Then something marvelous happened: LaVette started missing notes. Or rather, she started having trouble singing while dancing. Conferring with her bandleader (and the audience) on an impromptu set of slow jams, she folded her legs into a yoga pose ("a senior citizen stance," she called it) and sat down on the stage to belt out "The High Road," followed by John Prine's "Souvenirs" and Willie Nelson's "Somebody Pick Up My Pieces."
For the crowd on the 9:30 floor, this section of the show was probably not a win.
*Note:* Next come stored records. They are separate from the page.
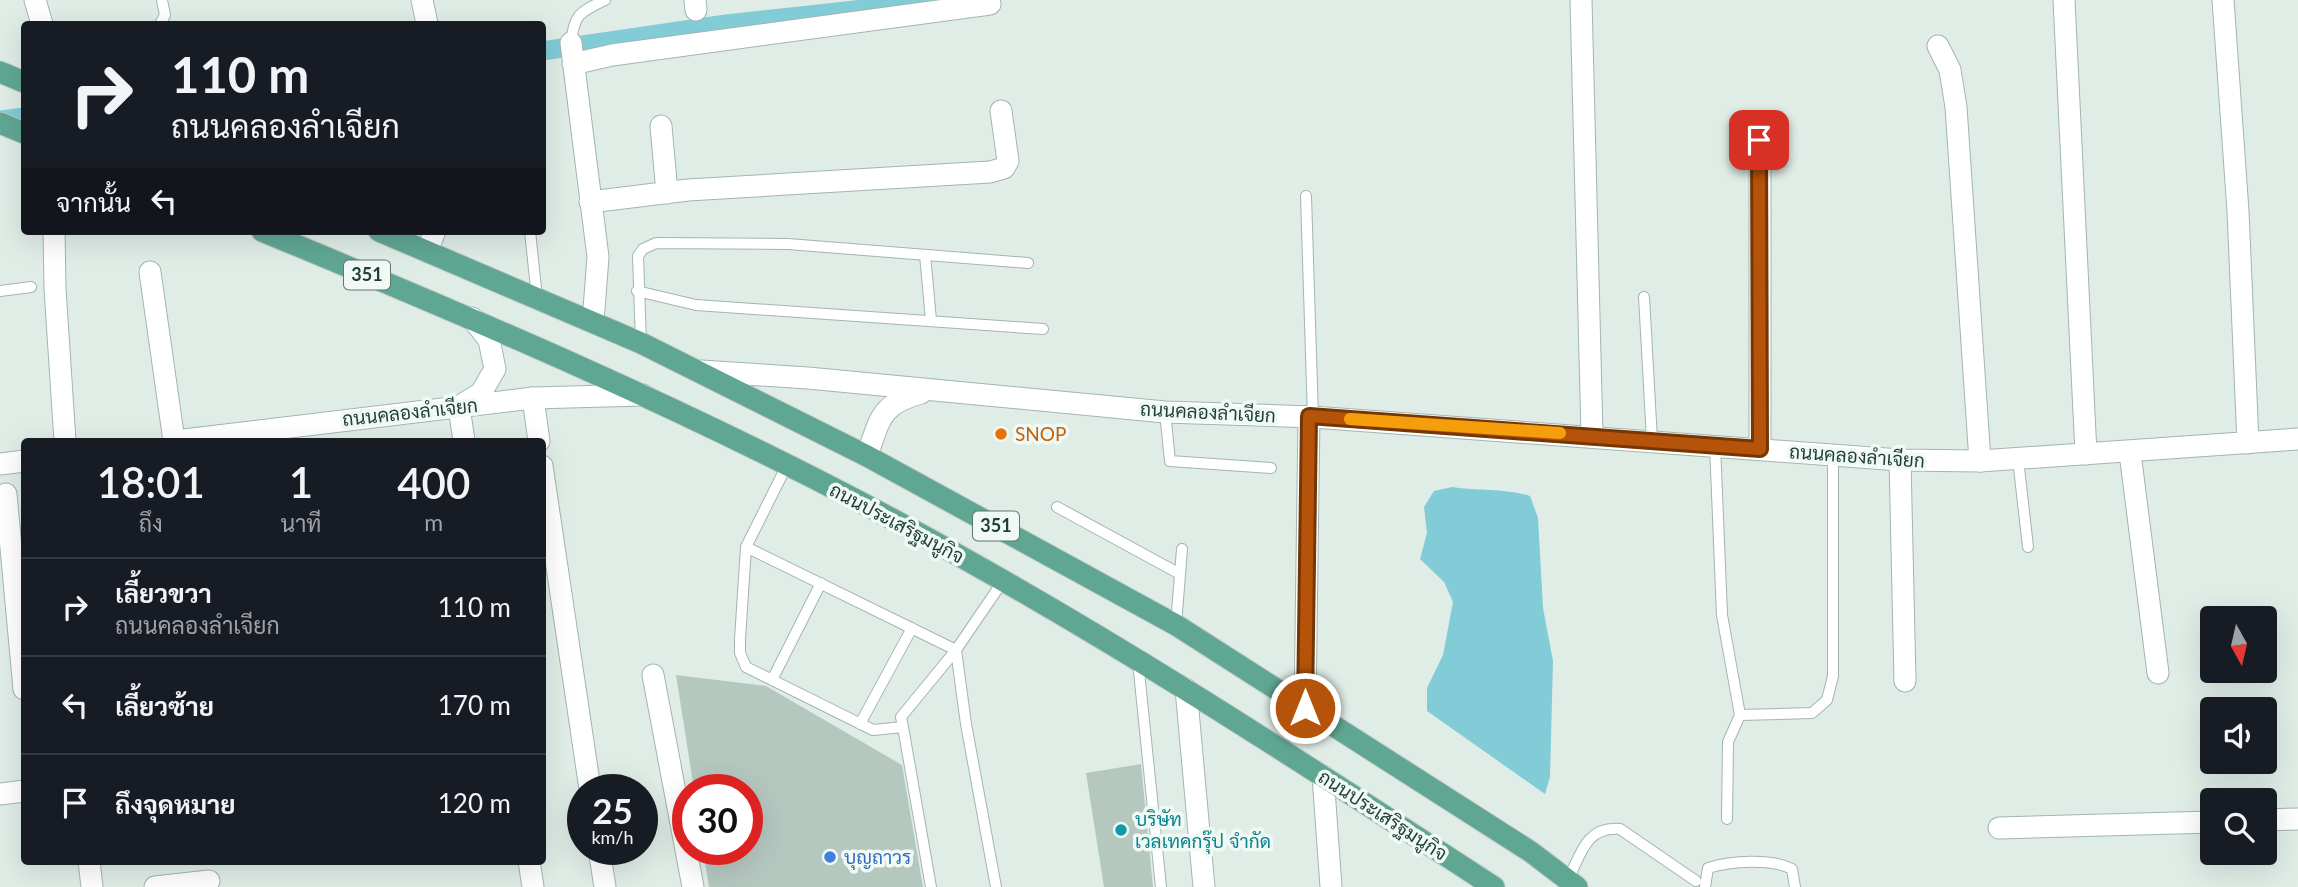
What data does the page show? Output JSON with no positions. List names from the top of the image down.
{
  "streets": {
    "main road": ["351", "ถนนประเสริฐมนูกิจ"],
    "street": ["ถนนคลองลำเจียก"]
  },
  "crossings": [
    ["351", "ถนนคลองลำเจียก"],
    ["ถนนคลองลำเจียก", "ถนนประเสริฐมนูกิจ"]
  ],
  "places": ["SNOP", "บริษัท เวลเทคกรุ๊ป จำกัด", "บุญถาวร"],
  "north": "bottom",
  "page": {
    "turn": ["110 m", "ถนนคลองลำเจียก"],
    "then": "จากนั้น",
    "eta": [
      "18:01",
      "ถึง",
      "1",
      "นาที",
      "400",
      "m"
    ],
    "list": [
      {
        "name": "เลี้ยวขวา",
        "note": "ถนนคลองลำเจียก",
        "value": "110 m"
      },
      {
        "name": "เลี้ยวซ้าย",
        "value": "170 m"
      },
      {
        "name": "ถึงจุดหมาย",
        "value": "120 m"
      }
    ],
    "speed": "25 km/h",
    "limit": "30"
  }
}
But from the balcony - where most people were seated themselves -- it was riveting to watch an artist with decades of practice rolling with the punches adapt and reassert command of a gig she sensed was slipping away from her.
She apologized repeatedly (and unnecessarily) for the hoarseness of her voice, and for the unplanned preponderance of tearjerkers, but never with a trace of panic or at the cost of an ounce of her dignity. And the ballads that made up the 80-minute show's entire second half, save for the sinewy autobiographical closer, "Before the Money Came," were killers.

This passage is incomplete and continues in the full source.